- [PROBLEM DETAILS]
Please repeat the records exactly, keeping the pictures out.

- [DATA FOR THIS EXERCISE]
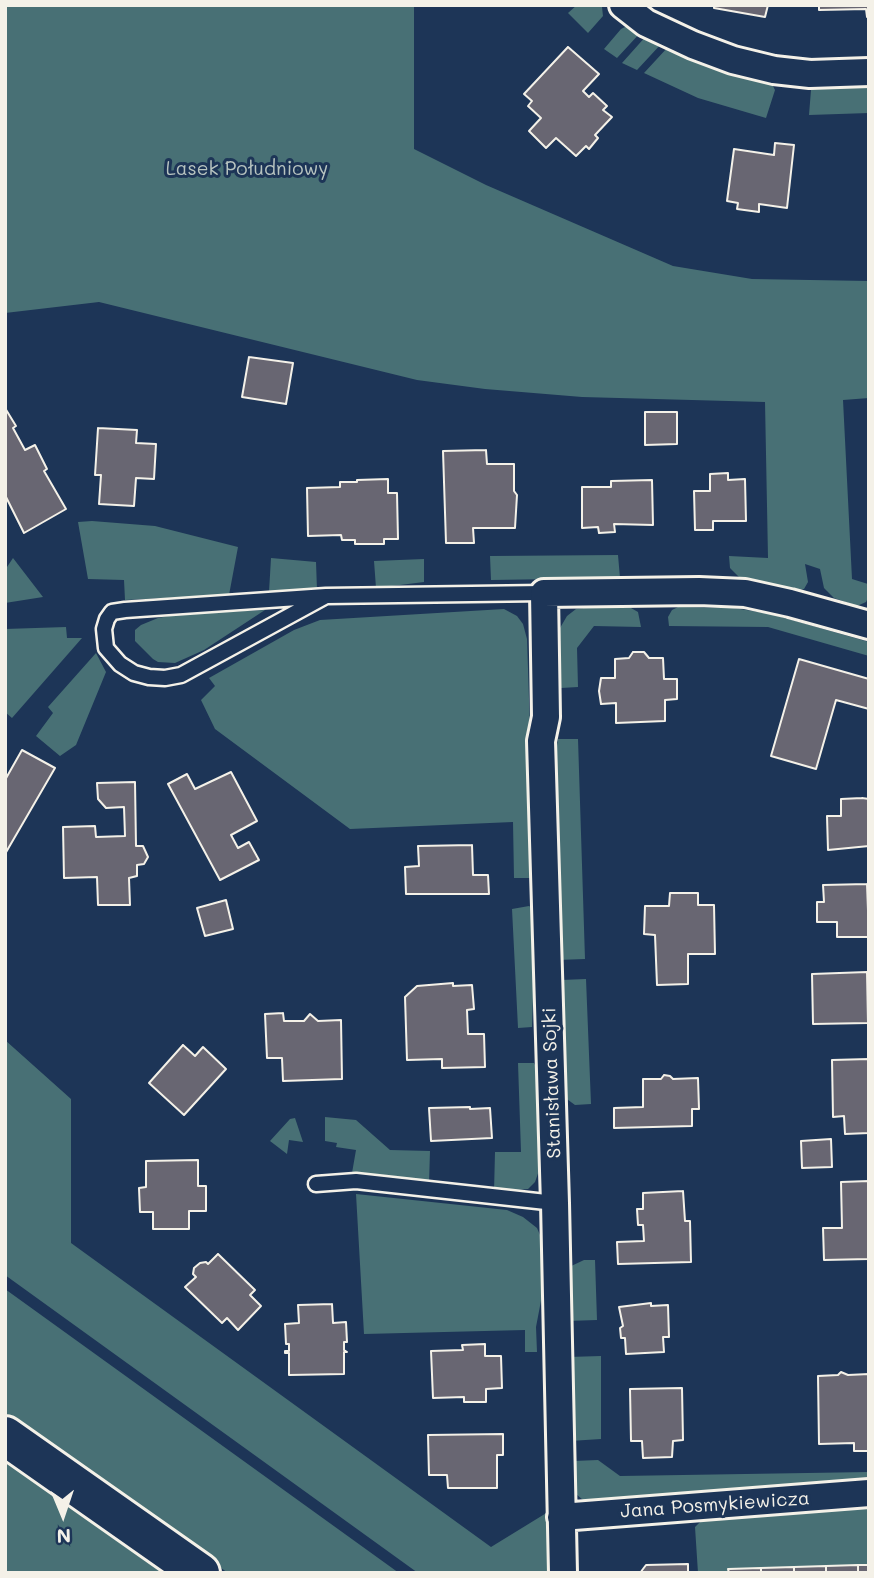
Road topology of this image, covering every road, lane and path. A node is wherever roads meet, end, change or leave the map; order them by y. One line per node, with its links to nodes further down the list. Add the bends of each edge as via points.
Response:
1 (622, 5): 2 (street, via 646,23 733,61 810,74)
2 (869, 72)
3 (544, 593): 4 (lane); 5 (street, via 745,593); 7 (street, Stanisława Sojki, via 546,717 541,741)
4 (326, 596): 4 (lane, via 173,677 134,673 106,648 104,629 111,612)
5 (869, 625)
6 (316, 1184): 7 (lane, via 356,1181)
7 (555, 1203): 10 (street, Stanisława Sojki)
8 (5, 1436): 11 (main road)
9 (869, 1493): 10 (street, Jana Posmykiewicza)
10 (561, 1517): 12 (street, Stanisława Sojki)
11 (200, 1573)
12 (562, 1573)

- [TASK ANSWER]
Road topology of this image, covering every road, lane and path. A node is wherever roads meet, end, change or leave the map; order them by y. One line per node, with its links to nodes further down the list. Add the bends of each edge as via points.
Response:
1 (622, 5): 2 (street, via 646,23 733,61 810,74)
2 (869, 72)
3 (544, 593): 4 (lane); 5 (street, via 745,593); 7 (street, Stanisława Sojki, via 546,717 541,741)
4 (326, 596): 4 (lane, via 173,677 134,673 106,648 104,629 111,612)
5 (869, 625)
6 (316, 1184): 7 (lane, via 356,1181)
7 (555, 1203): 10 (street, Stanisława Sojki)
8 (5, 1436): 11 (main road)
9 (869, 1493): 10 (street, Jana Posmykiewicza)
10 (561, 1517): 12 (street, Stanisława Sojki)
11 (200, 1573)
12 (562, 1573)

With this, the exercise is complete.